The horizontal splitting of the cache layer is similar to the horizontal splitting of the database layer, which is mostly in the way of scope splitting and hash splitting, so it is no longer expanded.

Five, the summary

High Concurrency is one of the most important things to consider when designing an Internet distributed system architecture. It usually refers to the idea of designing a system that can handle many requests in parallel.

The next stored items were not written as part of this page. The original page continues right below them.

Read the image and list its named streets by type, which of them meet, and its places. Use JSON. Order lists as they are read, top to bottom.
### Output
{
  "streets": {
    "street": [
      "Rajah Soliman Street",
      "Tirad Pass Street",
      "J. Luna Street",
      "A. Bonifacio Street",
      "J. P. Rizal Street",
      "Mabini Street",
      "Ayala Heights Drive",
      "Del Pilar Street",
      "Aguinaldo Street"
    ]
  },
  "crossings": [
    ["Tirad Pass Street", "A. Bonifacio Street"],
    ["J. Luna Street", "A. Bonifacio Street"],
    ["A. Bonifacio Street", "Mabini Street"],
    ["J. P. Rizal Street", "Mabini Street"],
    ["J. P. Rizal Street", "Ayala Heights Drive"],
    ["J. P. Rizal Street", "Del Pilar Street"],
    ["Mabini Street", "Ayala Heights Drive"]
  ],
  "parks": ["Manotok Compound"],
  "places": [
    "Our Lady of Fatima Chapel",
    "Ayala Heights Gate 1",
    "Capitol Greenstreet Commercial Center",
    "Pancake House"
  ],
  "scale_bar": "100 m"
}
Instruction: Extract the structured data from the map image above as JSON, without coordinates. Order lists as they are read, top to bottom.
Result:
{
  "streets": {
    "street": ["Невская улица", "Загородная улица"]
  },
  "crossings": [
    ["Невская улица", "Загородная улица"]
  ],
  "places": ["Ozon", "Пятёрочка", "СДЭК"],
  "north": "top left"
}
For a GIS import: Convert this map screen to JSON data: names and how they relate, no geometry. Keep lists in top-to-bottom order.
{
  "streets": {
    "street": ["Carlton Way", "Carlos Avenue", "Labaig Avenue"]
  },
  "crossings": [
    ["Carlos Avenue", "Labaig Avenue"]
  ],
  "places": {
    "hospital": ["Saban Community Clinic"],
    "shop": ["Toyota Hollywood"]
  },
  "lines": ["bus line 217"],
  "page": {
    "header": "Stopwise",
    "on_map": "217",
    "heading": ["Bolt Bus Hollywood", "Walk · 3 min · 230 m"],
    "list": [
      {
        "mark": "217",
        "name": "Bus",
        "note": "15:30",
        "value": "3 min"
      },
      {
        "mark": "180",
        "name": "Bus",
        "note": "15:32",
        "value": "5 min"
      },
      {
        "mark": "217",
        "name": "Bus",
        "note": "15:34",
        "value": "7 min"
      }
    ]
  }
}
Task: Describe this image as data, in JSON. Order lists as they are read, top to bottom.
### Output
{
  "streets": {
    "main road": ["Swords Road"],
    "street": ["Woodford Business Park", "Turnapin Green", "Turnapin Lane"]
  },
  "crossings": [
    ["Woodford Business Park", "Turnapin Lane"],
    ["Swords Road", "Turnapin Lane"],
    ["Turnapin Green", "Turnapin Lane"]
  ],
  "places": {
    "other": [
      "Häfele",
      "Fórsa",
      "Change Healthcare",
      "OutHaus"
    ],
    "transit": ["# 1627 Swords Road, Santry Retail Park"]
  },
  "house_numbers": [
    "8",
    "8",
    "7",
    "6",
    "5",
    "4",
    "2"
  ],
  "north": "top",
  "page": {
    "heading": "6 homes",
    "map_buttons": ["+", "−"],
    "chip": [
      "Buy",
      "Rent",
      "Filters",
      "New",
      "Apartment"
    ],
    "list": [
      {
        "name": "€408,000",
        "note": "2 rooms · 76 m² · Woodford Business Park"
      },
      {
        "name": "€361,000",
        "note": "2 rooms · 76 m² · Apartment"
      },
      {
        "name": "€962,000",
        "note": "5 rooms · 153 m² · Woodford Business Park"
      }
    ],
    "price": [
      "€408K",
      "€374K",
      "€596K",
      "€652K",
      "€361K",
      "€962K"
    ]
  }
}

There are two methods to improve system concurrency: Scale Up and Scale Out. The former vertical extension can improve the concurrency by improving the hardware performance of the single machine, or improve the performance of the single machine architecture, but the performance of the single machine is always limited, the ultimate solution of Internet distributed architecture design with high concurrency is the latter: horizontal extension.

In the hierarchical architecture of the Internet, the practices of the expansion at different levels are different:

(1) The reverse proxy layer can be extended horizontally through “DNS polling”;

(2) The site layer can be extended horizontally through Nginx;

(3) The service layer can be extended horizontally through the service connection pool;

(4) The database can be expanded horizontally according to the data range or data hash;

(5) Concurrent programming in Java

After the implementation of horizontal expansion of each layer, the system performance can be improved by increasing the number of servers, so that the theoretical performance is infinite.